Triple-junction solar cells are a type of multijunction solar cell that utilize three distinct subcells to capture light across different wavelength ranges. The key advantage of this design is its ability to achieve higher overall efficiencies compared to single-junction solar cells.
The research team at Fraunhofer ISE incorporated perovskite materials with energy bandgaps ranging from 1.56 V to 1.83 V in the perovskite absorber. This combination of bandgaps is not yet optimized for a triple-junction solar cell, but the focus of the study was on process optimization and subcell integration. The findings are expected to be applicable to other perovskite compositions.
The triple-junction solar cell consisted of three subcells with different architectures. The bottom cell included indium tin oxide (ITO) substrate, a hole transport layer (HTL) made of poly-triarylamine (PTAA), and a gold (Au) metal contact. The second subcell used a silver (Ag) metal contact and an anti-reflective coating based on magnesium fluoride (MgF2).
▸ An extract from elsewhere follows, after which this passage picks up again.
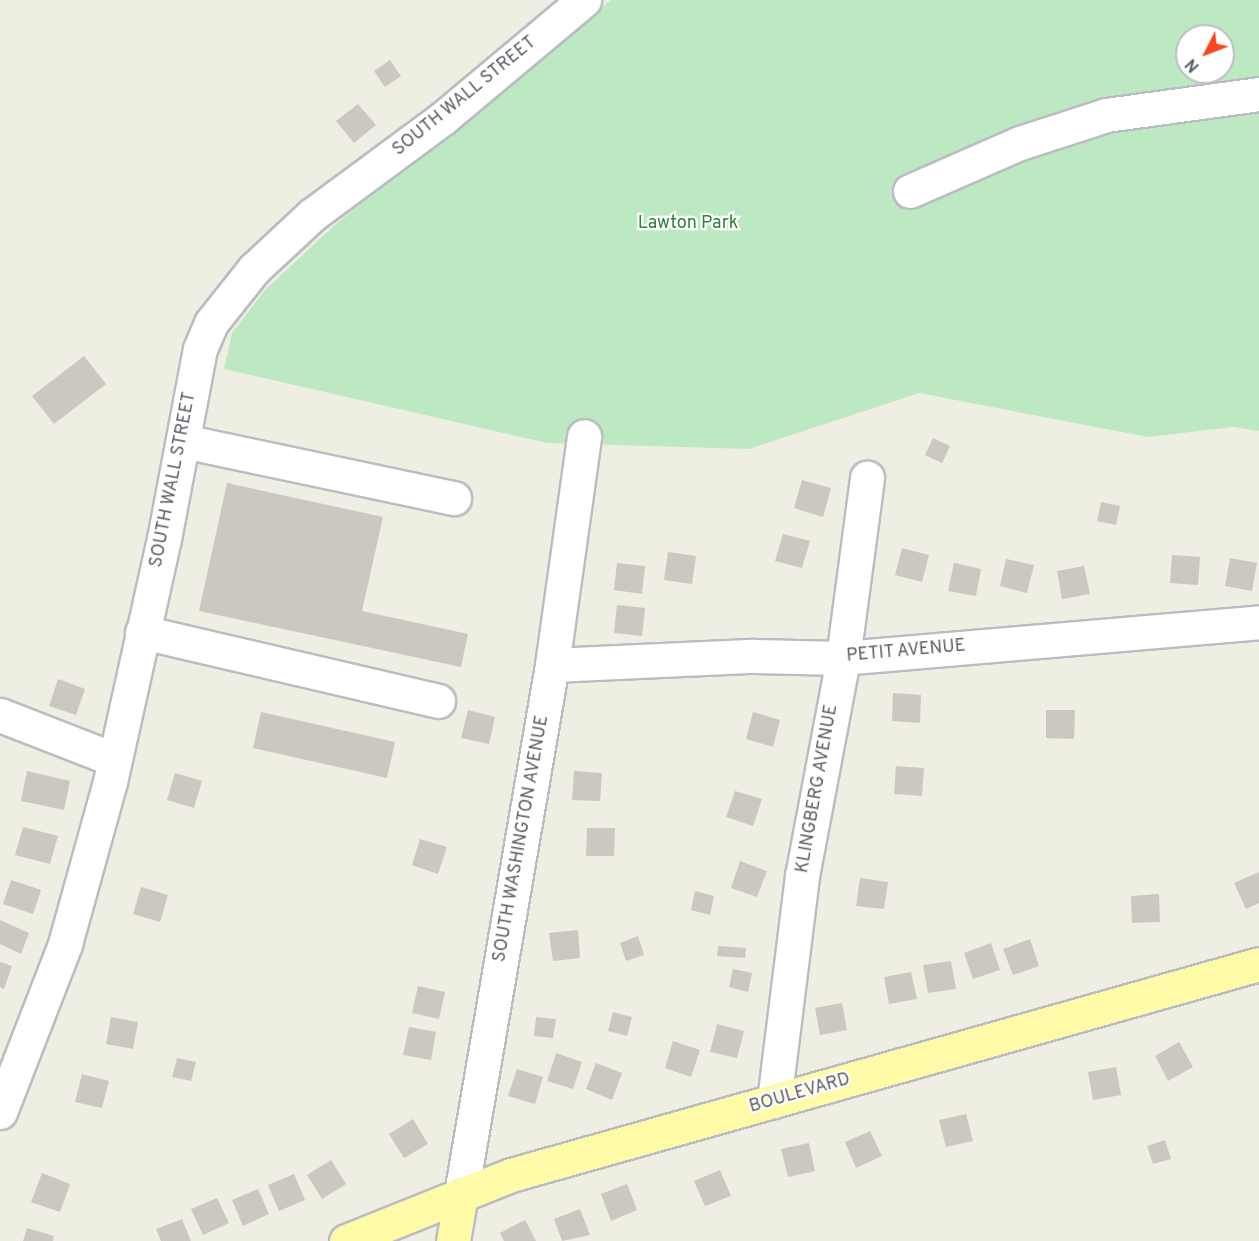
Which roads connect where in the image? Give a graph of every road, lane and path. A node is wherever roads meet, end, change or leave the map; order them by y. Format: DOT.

The upper subcell featured a carbazole (2PACz) layer and an anti-reflective coating based on magnesium fluoride (MgF2).
Under standard illumination conditions, the triple-junction solar cell achieved a power conversion efficiency (PCE) of 20.0%, an open-circuit voltage of over 2.8 V, a short-circuit current density of 8.9 mA/cm², and a fill factor of approximately 78%. The high voltage attained indicates the suitability of the solar cell’s fundamental characteristics for improved efficiency.
While this triple-junction solar cell design demonstrates promising results, further optimizations are necessary to surpass the performance of perovskite/silicon dual-junction solar cells. Additionally, the long-term stability of these solar cells under standard test conditions and elevated temperatures needs to be addressed in future research.
The research conducted by Fraunhofer ISE highlights the immense potential of perovskite and silicon in advancing photovoltaics. As the team continues scaling up the development of perovskite-silicon tandem solar cells, they believe triple-junction solar cells hold great promise for future advancements in the field.